Copy out each line below containing "give".

[Opening RECORDS PROVIDED section]

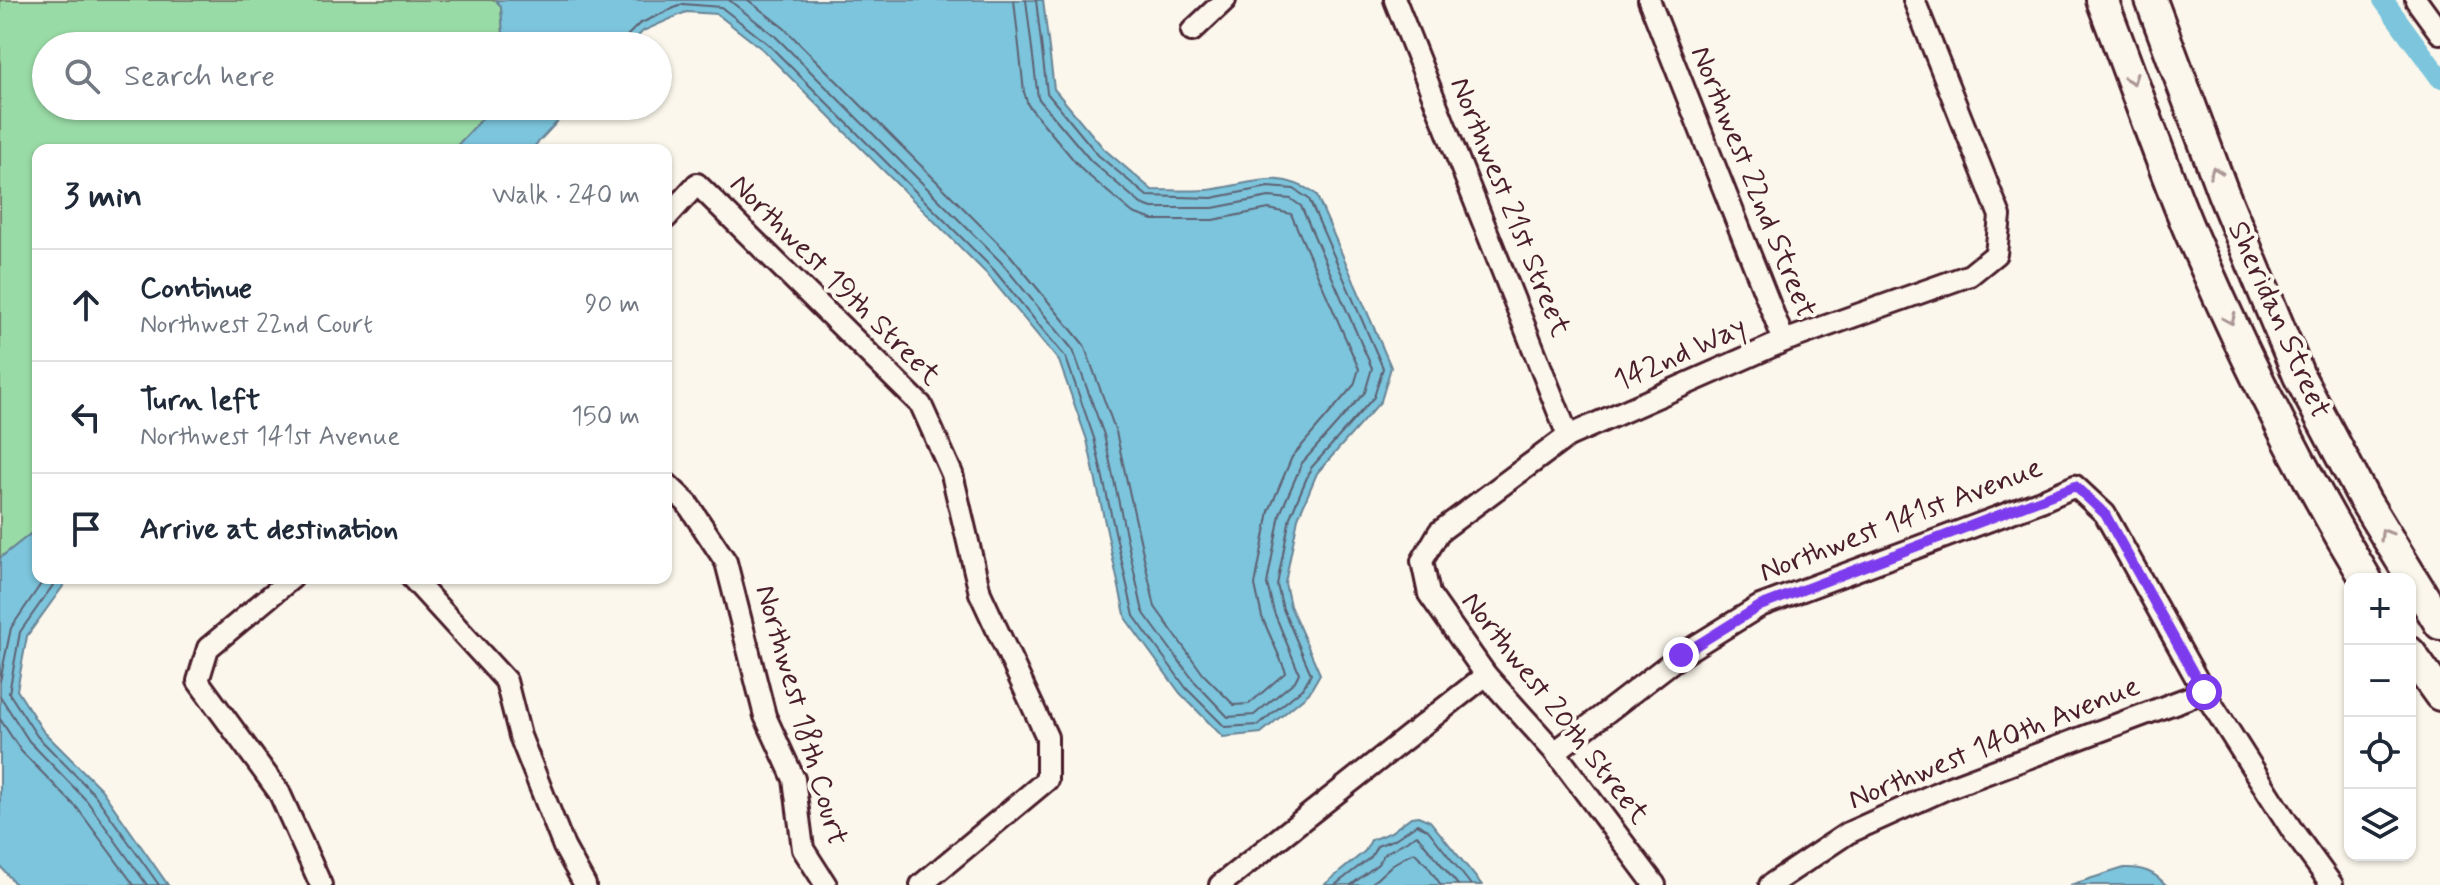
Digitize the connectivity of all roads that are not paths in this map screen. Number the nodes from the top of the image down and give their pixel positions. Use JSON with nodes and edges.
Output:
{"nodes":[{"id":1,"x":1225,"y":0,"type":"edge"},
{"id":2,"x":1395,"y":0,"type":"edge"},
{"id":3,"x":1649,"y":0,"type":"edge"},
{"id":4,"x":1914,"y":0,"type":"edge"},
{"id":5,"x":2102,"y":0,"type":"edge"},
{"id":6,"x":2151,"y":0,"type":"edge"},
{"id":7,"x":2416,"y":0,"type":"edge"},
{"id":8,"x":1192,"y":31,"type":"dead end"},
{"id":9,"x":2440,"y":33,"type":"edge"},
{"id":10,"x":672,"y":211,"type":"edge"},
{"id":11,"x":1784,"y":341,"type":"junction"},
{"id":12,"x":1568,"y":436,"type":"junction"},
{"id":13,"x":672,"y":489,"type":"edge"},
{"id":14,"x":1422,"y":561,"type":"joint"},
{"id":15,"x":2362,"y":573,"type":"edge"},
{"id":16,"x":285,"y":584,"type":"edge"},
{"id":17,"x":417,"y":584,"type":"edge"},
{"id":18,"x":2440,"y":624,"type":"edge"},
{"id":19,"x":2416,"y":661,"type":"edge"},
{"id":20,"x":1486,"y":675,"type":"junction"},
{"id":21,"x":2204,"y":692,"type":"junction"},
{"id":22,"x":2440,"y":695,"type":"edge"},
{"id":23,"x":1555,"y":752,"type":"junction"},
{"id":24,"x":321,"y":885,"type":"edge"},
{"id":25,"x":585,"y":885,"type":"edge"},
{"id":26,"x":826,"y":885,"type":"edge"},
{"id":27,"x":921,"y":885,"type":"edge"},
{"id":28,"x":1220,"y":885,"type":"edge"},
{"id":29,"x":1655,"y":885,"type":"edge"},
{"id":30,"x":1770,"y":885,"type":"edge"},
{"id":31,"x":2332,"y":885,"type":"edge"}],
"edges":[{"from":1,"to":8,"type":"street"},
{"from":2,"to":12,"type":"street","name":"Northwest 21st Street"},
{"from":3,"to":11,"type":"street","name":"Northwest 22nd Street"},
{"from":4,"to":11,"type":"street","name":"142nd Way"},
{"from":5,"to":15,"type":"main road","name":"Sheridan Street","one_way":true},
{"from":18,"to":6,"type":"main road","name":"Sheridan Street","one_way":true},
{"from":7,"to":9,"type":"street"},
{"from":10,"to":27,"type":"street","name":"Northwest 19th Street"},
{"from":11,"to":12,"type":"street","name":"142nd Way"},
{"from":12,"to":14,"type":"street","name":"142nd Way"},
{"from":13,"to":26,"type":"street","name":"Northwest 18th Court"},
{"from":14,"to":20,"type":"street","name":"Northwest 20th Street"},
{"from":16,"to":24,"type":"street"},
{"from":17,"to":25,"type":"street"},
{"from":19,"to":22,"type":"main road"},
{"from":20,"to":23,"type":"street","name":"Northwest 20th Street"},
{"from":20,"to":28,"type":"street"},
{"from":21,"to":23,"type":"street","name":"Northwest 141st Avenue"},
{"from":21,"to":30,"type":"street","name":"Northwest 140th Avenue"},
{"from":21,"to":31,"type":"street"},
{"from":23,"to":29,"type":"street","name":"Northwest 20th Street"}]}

[Closing RECORDS PROVIDED section]
[Opening RECORDS PROVIDED section]

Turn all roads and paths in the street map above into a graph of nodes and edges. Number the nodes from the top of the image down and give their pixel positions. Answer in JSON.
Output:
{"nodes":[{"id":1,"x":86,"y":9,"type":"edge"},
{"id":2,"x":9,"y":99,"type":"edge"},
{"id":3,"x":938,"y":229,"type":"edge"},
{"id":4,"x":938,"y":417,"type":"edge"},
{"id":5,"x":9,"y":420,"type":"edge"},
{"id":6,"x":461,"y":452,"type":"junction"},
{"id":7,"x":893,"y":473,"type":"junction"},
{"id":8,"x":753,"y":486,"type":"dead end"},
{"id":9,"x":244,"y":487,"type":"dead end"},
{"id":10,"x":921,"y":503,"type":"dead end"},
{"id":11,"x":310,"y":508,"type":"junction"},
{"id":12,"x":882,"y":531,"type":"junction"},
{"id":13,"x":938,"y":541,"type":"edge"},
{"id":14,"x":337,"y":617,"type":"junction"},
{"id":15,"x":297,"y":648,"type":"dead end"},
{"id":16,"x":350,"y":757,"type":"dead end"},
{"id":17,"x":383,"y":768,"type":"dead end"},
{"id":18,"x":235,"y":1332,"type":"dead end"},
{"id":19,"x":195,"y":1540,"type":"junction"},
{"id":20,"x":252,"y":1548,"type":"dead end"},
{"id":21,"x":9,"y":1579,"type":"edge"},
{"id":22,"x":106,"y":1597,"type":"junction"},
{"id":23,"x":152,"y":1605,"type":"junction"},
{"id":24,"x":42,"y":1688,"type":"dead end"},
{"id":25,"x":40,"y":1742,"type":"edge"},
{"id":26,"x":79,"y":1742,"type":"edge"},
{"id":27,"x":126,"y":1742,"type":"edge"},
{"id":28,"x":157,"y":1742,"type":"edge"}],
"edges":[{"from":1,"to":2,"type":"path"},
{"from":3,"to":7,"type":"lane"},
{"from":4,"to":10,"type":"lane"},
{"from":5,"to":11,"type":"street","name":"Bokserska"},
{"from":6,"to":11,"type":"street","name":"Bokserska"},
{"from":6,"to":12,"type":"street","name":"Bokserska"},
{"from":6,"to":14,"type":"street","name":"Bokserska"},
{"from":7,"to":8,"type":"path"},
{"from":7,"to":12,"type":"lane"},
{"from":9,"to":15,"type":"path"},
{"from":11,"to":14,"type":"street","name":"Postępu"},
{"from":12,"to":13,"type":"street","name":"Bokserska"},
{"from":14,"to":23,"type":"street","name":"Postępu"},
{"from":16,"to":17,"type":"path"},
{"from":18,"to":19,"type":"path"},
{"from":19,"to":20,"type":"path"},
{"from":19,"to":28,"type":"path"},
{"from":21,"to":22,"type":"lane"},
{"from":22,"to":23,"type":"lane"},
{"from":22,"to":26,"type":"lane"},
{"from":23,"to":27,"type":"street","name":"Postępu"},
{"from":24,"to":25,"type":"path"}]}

[Closing RECORDS PROVIDED section]

▶ ANSWER FOR THE TASK:
Digitize the connectivity of all roads that are not paths in this map screen. Number the nodes from the top of the image down and give their pixel positions. Use JSON with nodes and edges.
Turn all roads and paths in the street map above into a graph of nodes and edges. Number the nodes from the top of the image down and give their pixel positions. Answer in JSON.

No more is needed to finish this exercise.